[Available records — start]

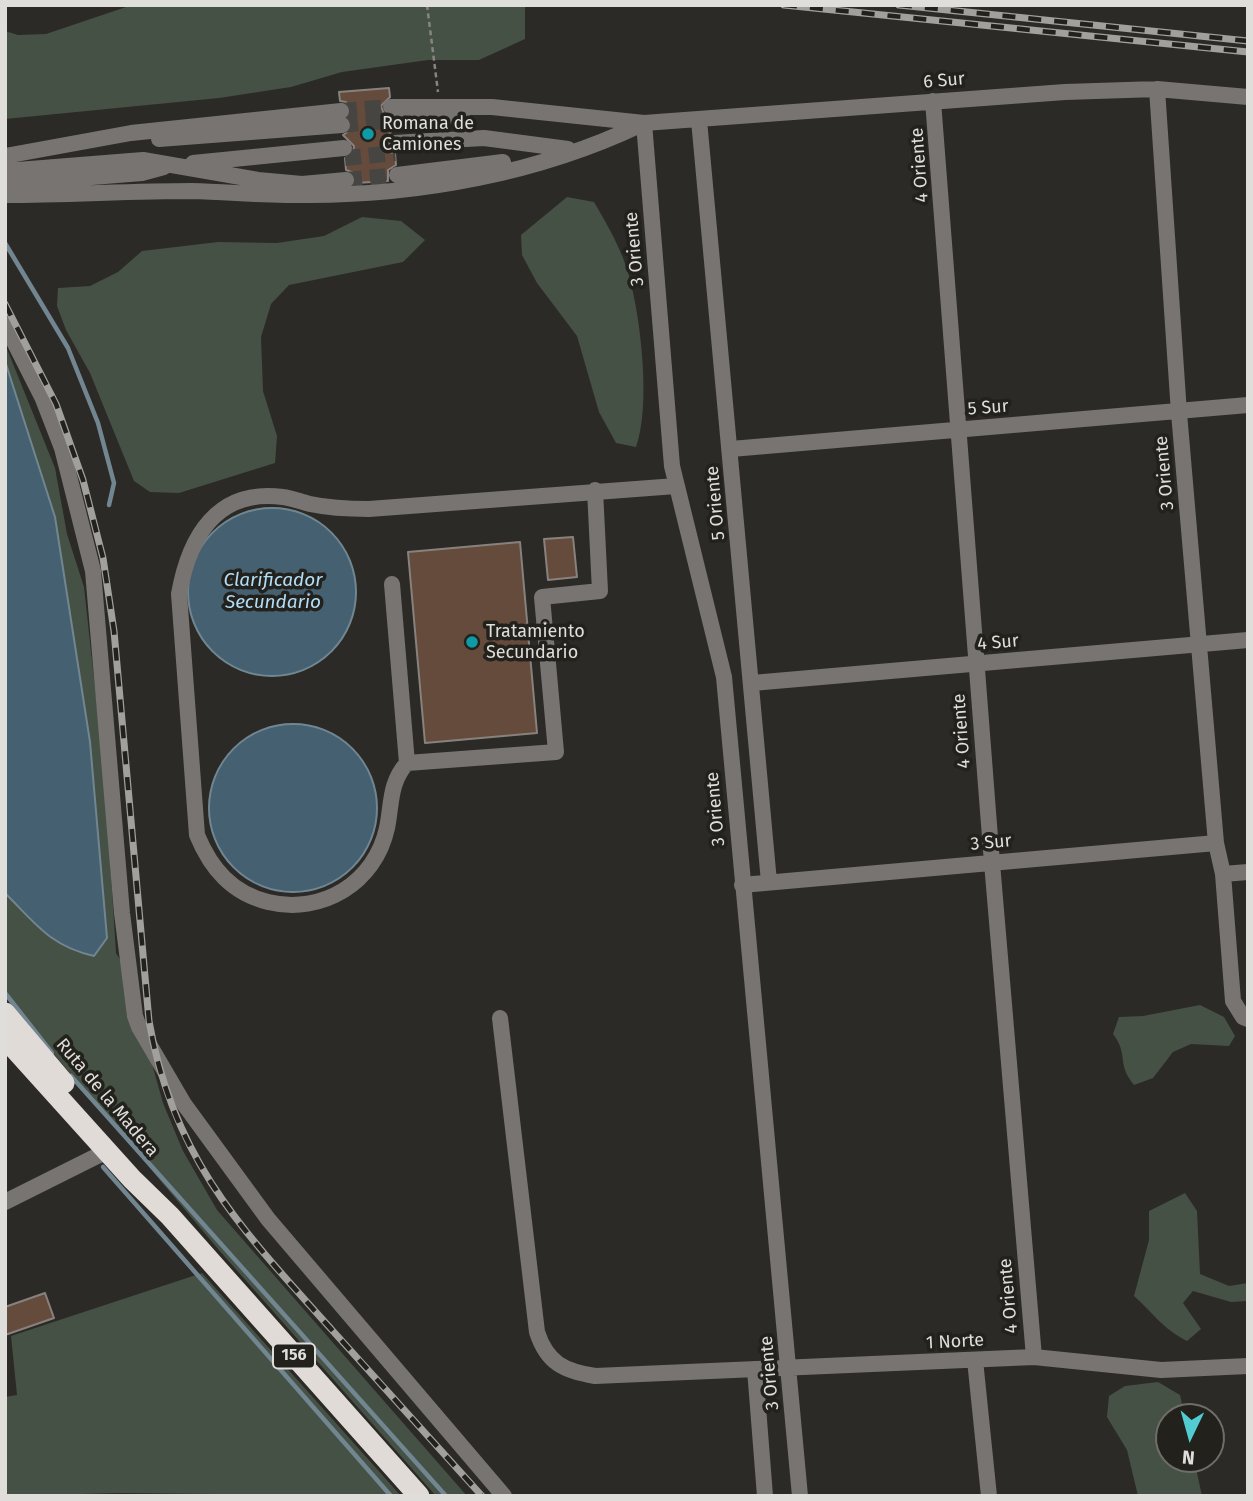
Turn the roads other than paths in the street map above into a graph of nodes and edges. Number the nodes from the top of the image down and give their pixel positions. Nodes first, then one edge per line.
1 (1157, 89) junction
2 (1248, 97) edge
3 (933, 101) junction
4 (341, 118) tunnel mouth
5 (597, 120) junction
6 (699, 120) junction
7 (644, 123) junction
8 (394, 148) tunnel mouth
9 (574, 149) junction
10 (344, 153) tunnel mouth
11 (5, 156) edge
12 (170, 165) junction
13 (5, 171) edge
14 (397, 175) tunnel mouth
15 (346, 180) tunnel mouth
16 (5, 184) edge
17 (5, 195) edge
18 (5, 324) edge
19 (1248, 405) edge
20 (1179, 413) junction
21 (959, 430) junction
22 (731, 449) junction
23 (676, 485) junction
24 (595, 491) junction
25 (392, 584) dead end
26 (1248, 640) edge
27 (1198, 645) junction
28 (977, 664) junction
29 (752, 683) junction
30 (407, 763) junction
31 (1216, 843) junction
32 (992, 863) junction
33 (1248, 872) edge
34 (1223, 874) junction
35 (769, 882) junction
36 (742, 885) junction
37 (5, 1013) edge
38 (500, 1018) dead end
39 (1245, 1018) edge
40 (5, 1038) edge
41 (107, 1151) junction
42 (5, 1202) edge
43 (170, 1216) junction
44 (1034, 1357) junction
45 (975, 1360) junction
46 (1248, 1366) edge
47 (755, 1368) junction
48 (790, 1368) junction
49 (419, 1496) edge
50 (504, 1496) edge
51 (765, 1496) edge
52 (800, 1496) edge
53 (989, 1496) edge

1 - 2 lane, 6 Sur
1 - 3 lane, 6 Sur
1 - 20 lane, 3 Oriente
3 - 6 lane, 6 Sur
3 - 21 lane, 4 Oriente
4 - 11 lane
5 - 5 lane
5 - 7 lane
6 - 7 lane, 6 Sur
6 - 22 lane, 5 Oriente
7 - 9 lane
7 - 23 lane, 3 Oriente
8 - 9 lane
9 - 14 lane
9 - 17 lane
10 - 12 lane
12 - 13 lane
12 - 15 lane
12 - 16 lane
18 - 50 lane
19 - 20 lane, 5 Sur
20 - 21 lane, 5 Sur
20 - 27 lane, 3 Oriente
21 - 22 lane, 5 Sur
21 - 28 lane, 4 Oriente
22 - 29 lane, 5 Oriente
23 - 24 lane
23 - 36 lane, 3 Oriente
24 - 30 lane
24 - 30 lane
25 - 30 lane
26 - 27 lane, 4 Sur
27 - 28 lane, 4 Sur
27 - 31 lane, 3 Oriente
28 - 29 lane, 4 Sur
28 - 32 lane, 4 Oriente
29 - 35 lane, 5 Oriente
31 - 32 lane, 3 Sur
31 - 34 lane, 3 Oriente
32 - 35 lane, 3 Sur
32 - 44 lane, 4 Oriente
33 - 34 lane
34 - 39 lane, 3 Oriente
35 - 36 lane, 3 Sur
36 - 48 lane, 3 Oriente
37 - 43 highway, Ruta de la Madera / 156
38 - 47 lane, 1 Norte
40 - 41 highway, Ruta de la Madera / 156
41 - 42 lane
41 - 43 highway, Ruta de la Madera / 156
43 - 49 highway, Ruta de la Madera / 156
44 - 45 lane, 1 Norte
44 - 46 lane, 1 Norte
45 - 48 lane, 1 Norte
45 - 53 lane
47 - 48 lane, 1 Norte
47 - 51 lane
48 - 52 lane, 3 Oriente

[Available records — finish]

Show every line in the entries above that contains the string "Madera".

• Exercise response:
37 - 43 highway, Ruta de la Madera / 156
40 - 41 highway, Ruta de la Madera / 156
41 - 43 highway, Ruta de la Madera / 156
43 - 49 highway, Ruta de la Madera / 156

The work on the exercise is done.